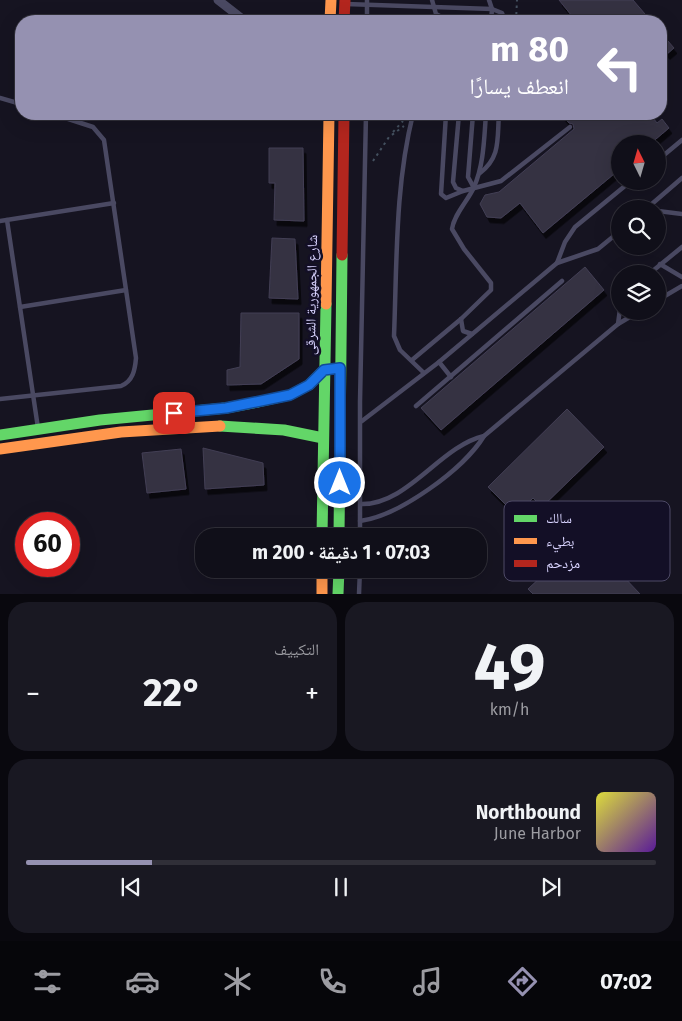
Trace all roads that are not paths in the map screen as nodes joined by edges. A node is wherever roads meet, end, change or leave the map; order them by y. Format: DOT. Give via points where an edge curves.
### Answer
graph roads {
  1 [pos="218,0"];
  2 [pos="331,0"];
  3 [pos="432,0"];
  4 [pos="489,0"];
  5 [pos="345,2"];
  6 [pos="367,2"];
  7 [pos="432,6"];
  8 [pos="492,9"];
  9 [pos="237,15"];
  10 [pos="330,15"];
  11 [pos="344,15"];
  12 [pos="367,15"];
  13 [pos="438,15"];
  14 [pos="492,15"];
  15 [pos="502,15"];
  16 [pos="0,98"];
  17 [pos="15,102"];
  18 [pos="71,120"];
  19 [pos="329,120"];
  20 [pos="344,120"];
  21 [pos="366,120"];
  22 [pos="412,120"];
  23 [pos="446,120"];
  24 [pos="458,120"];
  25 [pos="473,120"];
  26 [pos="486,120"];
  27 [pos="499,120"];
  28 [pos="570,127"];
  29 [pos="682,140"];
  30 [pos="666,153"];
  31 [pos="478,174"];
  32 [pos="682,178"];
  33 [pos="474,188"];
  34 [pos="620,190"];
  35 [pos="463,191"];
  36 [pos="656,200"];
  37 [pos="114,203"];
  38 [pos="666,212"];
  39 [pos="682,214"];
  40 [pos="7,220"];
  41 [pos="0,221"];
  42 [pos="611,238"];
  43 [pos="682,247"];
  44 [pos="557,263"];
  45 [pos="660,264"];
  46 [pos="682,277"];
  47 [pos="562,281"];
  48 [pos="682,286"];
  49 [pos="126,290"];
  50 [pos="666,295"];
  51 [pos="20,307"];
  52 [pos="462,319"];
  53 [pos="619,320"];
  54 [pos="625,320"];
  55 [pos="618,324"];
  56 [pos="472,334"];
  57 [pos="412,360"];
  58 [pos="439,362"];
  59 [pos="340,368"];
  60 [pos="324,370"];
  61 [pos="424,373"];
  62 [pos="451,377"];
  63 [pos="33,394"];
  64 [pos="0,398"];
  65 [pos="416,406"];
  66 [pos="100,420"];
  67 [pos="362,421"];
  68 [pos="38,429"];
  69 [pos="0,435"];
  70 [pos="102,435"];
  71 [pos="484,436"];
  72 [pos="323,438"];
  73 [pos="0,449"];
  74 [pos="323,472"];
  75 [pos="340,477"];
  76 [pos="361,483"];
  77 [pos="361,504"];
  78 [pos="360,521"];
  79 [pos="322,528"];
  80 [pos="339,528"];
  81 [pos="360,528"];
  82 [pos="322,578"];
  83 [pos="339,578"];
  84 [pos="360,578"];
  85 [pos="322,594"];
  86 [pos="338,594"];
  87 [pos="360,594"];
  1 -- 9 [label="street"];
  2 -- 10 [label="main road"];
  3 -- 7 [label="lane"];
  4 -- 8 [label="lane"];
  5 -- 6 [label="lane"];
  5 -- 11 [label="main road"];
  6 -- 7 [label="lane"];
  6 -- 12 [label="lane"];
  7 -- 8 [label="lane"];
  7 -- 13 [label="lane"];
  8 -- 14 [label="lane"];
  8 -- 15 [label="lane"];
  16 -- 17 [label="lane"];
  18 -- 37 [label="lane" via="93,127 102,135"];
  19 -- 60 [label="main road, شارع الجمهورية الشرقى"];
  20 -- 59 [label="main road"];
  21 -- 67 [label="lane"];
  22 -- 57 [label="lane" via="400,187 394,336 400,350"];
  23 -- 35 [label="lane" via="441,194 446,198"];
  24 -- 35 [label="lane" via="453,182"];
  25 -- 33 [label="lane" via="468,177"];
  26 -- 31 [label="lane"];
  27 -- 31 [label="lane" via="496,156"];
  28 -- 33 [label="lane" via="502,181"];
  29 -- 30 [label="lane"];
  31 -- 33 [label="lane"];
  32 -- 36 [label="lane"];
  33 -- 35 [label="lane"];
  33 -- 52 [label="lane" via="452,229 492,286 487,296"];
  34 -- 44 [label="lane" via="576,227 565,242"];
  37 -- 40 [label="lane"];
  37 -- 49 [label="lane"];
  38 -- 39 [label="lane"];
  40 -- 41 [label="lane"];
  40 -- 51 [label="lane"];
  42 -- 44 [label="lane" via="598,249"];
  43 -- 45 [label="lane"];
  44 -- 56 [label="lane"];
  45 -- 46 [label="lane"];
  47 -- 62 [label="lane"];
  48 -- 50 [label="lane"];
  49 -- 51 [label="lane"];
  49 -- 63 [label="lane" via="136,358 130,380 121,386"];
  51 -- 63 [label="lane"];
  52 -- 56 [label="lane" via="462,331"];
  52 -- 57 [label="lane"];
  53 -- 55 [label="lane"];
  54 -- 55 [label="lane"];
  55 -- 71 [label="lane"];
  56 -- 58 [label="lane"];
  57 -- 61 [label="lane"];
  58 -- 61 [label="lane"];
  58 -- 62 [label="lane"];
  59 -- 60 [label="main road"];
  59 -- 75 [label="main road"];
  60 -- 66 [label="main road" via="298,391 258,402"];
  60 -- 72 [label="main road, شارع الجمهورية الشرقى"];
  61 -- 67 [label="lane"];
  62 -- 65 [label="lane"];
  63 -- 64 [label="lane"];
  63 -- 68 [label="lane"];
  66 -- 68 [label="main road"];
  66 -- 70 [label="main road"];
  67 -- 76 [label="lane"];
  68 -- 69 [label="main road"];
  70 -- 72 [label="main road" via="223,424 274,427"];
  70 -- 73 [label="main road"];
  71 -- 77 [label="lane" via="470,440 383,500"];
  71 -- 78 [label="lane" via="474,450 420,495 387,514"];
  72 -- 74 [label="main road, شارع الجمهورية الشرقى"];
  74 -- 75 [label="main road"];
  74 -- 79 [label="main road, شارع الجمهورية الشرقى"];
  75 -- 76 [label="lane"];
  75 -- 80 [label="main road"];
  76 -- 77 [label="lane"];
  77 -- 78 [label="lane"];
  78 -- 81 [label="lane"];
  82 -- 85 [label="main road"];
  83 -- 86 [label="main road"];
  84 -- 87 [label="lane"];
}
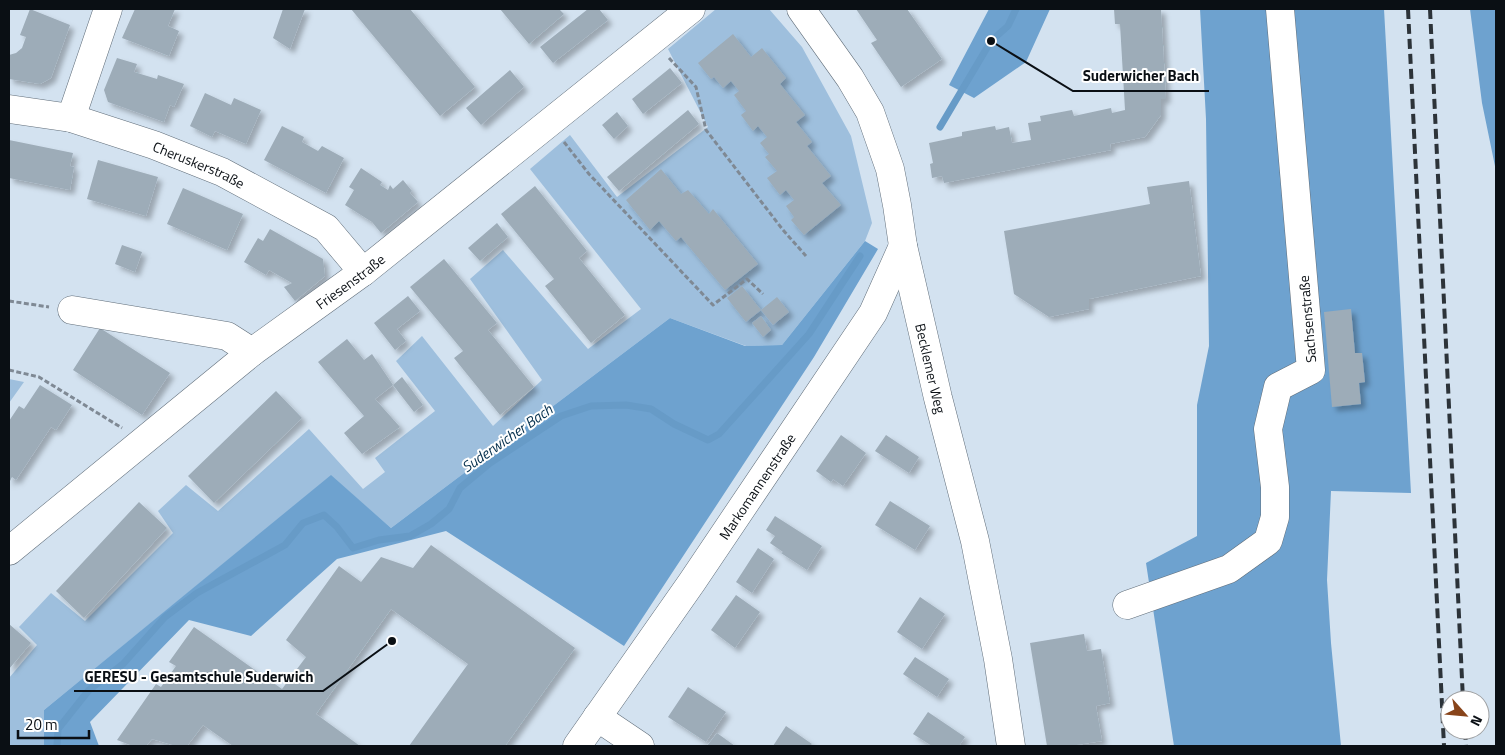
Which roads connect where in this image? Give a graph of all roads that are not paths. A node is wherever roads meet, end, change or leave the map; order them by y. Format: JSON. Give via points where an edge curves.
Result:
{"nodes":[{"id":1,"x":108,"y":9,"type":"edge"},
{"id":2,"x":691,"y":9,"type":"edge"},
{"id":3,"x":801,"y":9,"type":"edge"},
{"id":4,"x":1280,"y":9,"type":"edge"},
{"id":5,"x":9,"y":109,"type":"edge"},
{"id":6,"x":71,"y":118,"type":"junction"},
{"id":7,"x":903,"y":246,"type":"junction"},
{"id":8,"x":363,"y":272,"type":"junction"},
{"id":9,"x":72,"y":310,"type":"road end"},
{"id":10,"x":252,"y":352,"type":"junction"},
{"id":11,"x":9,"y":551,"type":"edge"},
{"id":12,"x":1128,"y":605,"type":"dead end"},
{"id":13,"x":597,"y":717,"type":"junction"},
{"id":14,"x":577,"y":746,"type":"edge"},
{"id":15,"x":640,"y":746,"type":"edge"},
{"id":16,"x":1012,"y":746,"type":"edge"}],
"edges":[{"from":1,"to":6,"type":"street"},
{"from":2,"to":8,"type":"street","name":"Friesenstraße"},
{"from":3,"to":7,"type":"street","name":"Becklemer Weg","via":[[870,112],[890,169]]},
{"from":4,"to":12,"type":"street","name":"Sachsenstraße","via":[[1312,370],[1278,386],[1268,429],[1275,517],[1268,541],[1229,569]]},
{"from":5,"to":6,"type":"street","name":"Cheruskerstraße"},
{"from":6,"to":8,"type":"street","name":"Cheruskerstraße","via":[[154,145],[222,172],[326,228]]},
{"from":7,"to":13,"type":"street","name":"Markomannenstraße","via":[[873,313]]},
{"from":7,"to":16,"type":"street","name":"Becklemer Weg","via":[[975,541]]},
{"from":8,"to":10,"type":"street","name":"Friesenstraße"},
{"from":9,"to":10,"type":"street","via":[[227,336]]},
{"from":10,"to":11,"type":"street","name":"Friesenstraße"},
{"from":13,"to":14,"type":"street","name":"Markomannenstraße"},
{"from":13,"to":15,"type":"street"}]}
-----
■ Task details
In which lines of the material above does the string "Cheruskerstraße" occur? Copy them all.

■ Response to the exercise
{"from":5,"to":6,"type":"street","name":"Cheruskerstraße"},
{"from":6,"to":8,"type":"street","name":"Cheruskerstraße","via":[[154,145],[222,172],[326,228]]},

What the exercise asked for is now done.